The line about a nightingale actually singing in Berkeley Square but no one hearing it over the traffic is straight out of the book. I suppose the song was inevitable, although I’ll admit I wasn’t particularly enamoured of the version chosen.
I imagined as much. I liked it!
Ah, but my complaint is that it (with lyrics) *shouldn’t *have been. They didn’t explain any of the other jokes, leaving them to be caught only by those “in the know,” and I was delighted by the instrumental version of that song being played. IMHO, hearing the lyrics made both the instrumental and the nightingale line not funny…or, at least, quite a bit less funny.
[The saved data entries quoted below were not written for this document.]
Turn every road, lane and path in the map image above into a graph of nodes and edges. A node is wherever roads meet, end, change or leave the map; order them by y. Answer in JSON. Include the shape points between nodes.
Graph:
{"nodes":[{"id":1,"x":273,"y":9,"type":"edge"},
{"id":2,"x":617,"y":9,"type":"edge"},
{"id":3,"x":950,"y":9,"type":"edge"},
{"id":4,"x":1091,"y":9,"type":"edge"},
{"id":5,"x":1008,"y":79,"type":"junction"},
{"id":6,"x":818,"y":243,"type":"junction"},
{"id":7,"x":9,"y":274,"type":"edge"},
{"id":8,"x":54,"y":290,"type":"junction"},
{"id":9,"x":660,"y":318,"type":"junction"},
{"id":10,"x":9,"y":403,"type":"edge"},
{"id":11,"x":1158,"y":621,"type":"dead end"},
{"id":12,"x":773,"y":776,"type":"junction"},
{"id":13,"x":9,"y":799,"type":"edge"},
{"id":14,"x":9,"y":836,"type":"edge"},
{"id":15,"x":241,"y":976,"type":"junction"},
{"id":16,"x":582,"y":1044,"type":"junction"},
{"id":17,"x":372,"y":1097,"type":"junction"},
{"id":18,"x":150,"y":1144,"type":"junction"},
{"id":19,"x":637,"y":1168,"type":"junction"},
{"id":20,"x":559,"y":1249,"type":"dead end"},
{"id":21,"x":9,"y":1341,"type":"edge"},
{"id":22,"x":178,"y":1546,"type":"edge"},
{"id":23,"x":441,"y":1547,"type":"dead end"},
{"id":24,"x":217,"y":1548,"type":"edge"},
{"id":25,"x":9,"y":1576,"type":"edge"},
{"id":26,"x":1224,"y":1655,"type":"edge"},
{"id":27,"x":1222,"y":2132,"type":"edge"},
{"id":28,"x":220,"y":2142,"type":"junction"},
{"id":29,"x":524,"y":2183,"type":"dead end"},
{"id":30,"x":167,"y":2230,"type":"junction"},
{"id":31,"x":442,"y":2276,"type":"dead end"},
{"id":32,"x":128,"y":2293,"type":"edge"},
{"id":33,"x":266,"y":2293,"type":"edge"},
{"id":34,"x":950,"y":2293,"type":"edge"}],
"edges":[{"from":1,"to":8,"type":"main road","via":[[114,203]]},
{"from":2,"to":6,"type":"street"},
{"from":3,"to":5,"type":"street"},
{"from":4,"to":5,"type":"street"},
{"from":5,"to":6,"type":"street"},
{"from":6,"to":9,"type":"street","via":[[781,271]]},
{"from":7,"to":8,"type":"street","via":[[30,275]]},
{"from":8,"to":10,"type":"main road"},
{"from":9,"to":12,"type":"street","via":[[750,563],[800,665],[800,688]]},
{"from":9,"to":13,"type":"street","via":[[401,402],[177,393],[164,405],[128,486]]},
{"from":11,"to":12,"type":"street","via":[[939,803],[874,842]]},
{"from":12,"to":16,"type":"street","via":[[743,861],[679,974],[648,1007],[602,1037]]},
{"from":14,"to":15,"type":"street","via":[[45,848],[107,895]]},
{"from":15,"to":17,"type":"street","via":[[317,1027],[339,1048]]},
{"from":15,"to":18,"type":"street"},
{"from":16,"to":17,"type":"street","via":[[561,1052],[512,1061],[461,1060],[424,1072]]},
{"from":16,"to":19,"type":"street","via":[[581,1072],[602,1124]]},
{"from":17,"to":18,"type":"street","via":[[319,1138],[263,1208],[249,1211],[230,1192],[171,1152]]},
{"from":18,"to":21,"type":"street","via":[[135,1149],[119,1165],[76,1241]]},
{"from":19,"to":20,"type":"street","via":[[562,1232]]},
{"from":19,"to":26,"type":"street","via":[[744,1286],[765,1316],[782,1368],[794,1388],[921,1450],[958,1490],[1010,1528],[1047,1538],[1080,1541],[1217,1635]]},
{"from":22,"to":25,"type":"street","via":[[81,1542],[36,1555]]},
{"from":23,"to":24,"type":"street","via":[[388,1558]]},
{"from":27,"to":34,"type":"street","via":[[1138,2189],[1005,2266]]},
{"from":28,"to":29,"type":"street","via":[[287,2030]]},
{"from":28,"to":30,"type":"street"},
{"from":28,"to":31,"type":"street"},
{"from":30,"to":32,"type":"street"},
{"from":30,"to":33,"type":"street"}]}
I am a big Tori Amos fan and while it’s not her best song, or even her best soundtrack song, I love her inclusion given her longtime friendship with Neil. I did love her being there as a fan of the book. It was like all my favorite things coming together all at once.
It’s pandering to cast a non-white actor as a mermaid. Not only is it fiction. Not only is it fantasy. It’s also a non-existent creature. But to avoid pandering, it would have to be a white actor. Interesting problem there.
Kids can dress as whatever character they want, so long as a white kid doesn’t black up.
WTF?
I think they may have posted in the wrong thread there.
Surprised that no one has mentioned that The Sandman has been picked up by Netflix and looks to be a sure thing, according to Gaiman. Now, I would say it’s unfilmable, but that’s what I said about game of thrones. And good omens.